> _Exercise inputs_
-=-=-

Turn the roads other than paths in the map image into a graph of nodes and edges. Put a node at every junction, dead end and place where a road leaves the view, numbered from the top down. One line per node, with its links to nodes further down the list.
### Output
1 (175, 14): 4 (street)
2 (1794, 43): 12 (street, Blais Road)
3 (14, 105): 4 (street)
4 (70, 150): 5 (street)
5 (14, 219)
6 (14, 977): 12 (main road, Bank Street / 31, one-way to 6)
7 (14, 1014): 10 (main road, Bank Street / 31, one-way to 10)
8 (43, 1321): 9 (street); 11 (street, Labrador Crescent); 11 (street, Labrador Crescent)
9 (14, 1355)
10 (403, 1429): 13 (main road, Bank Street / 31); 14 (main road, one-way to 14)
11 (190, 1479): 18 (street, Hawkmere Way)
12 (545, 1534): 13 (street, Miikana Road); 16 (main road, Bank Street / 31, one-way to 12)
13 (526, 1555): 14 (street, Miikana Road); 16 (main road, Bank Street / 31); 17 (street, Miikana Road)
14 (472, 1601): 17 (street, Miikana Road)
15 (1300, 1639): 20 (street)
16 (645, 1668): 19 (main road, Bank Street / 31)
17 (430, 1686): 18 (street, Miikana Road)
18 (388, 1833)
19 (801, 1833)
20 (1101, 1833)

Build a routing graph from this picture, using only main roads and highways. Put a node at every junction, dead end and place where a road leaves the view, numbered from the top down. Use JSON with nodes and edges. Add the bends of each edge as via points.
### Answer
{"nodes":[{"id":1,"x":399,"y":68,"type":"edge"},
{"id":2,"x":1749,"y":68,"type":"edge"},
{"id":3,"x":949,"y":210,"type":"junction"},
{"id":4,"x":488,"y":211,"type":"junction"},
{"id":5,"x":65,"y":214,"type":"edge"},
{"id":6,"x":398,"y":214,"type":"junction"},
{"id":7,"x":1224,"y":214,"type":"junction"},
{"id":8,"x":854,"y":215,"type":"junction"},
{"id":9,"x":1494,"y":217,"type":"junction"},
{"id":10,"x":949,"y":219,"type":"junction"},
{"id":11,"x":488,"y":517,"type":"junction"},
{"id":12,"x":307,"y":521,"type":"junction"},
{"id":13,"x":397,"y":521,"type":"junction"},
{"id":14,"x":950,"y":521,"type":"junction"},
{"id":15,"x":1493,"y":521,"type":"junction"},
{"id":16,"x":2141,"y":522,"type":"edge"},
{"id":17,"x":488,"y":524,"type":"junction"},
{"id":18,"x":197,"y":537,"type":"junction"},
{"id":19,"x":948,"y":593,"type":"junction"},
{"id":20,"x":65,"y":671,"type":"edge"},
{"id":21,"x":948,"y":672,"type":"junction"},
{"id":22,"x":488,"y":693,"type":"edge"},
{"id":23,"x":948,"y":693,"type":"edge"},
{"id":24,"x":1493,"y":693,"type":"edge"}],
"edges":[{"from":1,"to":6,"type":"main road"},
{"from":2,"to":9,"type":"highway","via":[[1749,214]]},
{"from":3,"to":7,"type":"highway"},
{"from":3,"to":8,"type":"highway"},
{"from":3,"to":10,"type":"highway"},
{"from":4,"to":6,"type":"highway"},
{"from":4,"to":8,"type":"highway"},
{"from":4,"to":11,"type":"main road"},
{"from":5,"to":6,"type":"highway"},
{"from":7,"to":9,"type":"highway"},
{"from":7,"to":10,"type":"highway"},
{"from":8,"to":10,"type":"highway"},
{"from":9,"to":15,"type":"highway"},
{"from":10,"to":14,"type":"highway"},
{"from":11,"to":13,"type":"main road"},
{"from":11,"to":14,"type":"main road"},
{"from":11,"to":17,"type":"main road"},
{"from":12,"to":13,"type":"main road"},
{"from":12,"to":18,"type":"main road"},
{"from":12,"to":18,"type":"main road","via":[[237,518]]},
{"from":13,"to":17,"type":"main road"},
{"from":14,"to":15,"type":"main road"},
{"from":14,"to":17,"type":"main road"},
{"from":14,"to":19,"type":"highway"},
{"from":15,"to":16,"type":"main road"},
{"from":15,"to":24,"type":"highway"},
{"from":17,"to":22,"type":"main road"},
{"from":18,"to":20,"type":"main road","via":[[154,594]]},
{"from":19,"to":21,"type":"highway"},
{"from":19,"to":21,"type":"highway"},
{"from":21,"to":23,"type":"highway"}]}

-=-=-

> _Problem requirements_
Write the entries out once more, exactly, without dropping a line.

> _Written response_
Turn the roads other than paths in the map image into a graph of nodes and edges. Put a node at every junction, dead end and place where a road leaves the view, numbered from the top down. One line per node, with its links to nodes further down the list.
### Output
1 (175, 14): 4 (street)
2 (1794, 43): 12 (street, Blais Road)
3 (14, 105): 4 (street)
4 (70, 150): 5 (street)
5 (14, 219)
6 (14, 977): 12 (main road, Bank Street / 31, one-way to 6)
7 (14, 1014): 10 (main road, Bank Street / 31, one-way to 10)
8 (43, 1321): 9 (street); 11 (street, Labrador Crescent); 11 (street, Labrador Crescent)
9 (14, 1355)
10 (403, 1429): 13 (main road, Bank Street / 31); 14 (main road, one-way to 14)
11 (190, 1479): 18 (street, Hawkmere Way)
12 (545, 1534): 13 (street, Miikana Road); 16 (main road, Bank Street / 31, one-way to 12)
13 (526, 1555): 14 (street, Miikana Road); 16 (main road, Bank Street / 31); 17 (street, Miikana Road)
14 (472, 1601): 17 (street, Miikana Road)
15 (1300, 1639): 20 (street)
16 (645, 1668): 19 (main road, Bank Street / 31)
17 (430, 1686): 18 (street, Miikana Road)
18 (388, 1833)
19 (801, 1833)
20 (1101, 1833)

Build a routing graph from this picture, using only main roads and highways. Put a node at every junction, dead end and place where a road leaves the view, numbered from the top down. Use JSON with nodes and edges. Add the bends of each edge as via points.
### Answer
{"nodes":[{"id":1,"x":399,"y":68,"type":"edge"},
{"id":2,"x":1749,"y":68,"type":"edge"},
{"id":3,"x":949,"y":210,"type":"junction"},
{"id":4,"x":488,"y":211,"type":"junction"},
{"id":5,"x":65,"y":214,"type":"edge"},
{"id":6,"x":398,"y":214,"type":"junction"},
{"id":7,"x":1224,"y":214,"type":"junction"},
{"id":8,"x":854,"y":215,"type":"junction"},
{"id":9,"x":1494,"y":217,"type":"junction"},
{"id":10,"x":949,"y":219,"type":"junction"},
{"id":11,"x":488,"y":517,"type":"junction"},
{"id":12,"x":307,"y":521,"type":"junction"},
{"id":13,"x":397,"y":521,"type":"junction"},
{"id":14,"x":950,"y":521,"type":"junction"},
{"id":15,"x":1493,"y":521,"type":"junction"},
{"id":16,"x":2141,"y":522,"type":"edge"},
{"id":17,"x":488,"y":524,"type":"junction"},
{"id":18,"x":197,"y":537,"type":"junction"},
{"id":19,"x":948,"y":593,"type":"junction"},
{"id":20,"x":65,"y":671,"type":"edge"},
{"id":21,"x":948,"y":672,"type":"junction"},
{"id":22,"x":488,"y":693,"type":"edge"},
{"id":23,"x":948,"y":693,"type":"edge"},
{"id":24,"x":1493,"y":693,"type":"edge"}],
"edges":[{"from":1,"to":6,"type":"main road"},
{"from":2,"to":9,"type":"highway","via":[[1749,214]]},
{"from":3,"to":7,"type":"highway"},
{"from":3,"to":8,"type":"highway"},
{"from":3,"to":10,"type":"highway"},
{"from":4,"to":6,"type":"highway"},
{"from":4,"to":8,"type":"highway"},
{"from":4,"to":11,"type":"main road"},
{"from":5,"to":6,"type":"highway"},
{"from":7,"to":9,"type":"highway"},
{"from":7,"to":10,"type":"highway"},
{"from":8,"to":10,"type":"highway"},
{"from":9,"to":15,"type":"highway"},
{"from":10,"to":14,"type":"highway"},
{"from":11,"to":13,"type":"main road"},
{"from":11,"to":14,"type":"main road"},
{"from":11,"to":17,"type":"main road"},
{"from":12,"to":13,"type":"main road"},
{"from":12,"to":18,"type":"main road"},
{"from":12,"to":18,"type":"main road","via":[[237,518]]},
{"from":13,"to":17,"type":"main road"},
{"from":14,"to":15,"type":"main road"},
{"from":14,"to":17,"type":"main road"},
{"from":14,"to":19,"type":"highway"},
{"from":15,"to":16,"type":"main road"},
{"from":15,"to":24,"type":"highway"},
{"from":17,"to":22,"type":"main road"},
{"from":18,"to":20,"type":"main road","via":[[154,594]]},
{"from":19,"to":21,"type":"highway"},
{"from":19,"to":21,"type":"highway"},
{"from":21,"to":23,"type":"highway"}]}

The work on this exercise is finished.